The answer must be one number: how many lines below contain the word "roads".

* [Provided information]
>>
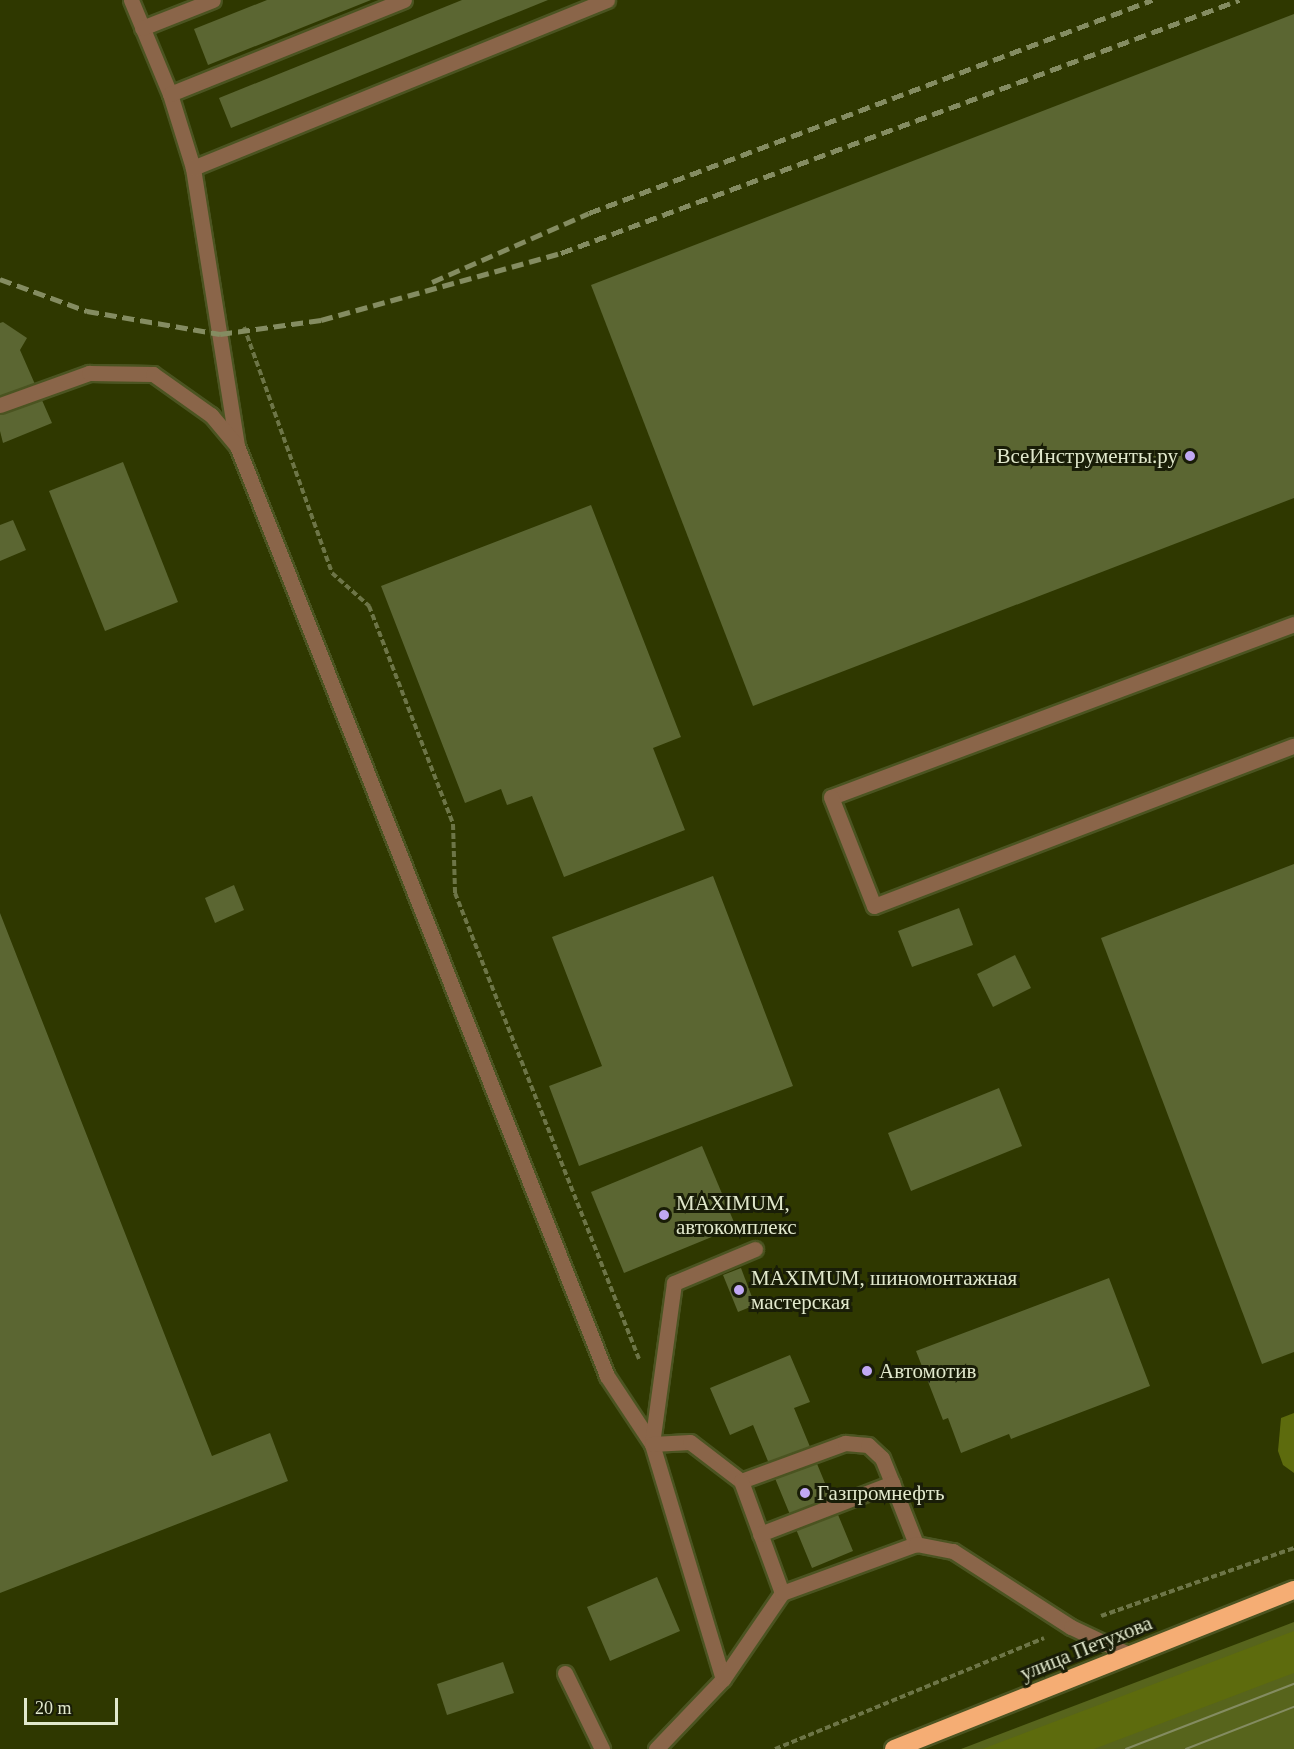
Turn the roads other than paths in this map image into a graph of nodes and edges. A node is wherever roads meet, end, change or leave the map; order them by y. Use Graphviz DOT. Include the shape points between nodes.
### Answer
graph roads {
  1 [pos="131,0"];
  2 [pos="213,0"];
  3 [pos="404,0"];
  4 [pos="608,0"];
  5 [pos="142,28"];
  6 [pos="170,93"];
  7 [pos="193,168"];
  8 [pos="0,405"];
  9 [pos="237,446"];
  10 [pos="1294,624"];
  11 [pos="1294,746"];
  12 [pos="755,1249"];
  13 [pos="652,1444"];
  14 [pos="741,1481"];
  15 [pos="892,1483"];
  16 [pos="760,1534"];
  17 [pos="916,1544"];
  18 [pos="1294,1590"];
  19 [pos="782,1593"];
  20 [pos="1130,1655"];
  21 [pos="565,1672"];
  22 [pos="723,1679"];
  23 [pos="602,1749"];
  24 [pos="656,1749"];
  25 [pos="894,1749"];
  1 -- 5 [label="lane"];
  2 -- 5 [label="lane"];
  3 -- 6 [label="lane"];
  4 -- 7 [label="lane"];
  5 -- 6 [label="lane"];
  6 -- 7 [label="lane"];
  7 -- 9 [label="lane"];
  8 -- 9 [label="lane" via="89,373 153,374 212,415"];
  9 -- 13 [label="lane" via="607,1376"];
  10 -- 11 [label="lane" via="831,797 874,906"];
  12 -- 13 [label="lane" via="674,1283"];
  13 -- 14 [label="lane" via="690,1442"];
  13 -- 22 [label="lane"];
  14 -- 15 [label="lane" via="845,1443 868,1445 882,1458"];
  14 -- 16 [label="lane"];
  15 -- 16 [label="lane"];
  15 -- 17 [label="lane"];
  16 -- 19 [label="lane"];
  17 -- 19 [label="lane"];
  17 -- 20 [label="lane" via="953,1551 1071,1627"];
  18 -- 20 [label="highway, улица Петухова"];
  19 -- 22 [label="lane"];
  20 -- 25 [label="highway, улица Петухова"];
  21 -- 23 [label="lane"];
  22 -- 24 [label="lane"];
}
<<
* [Expected answer] 2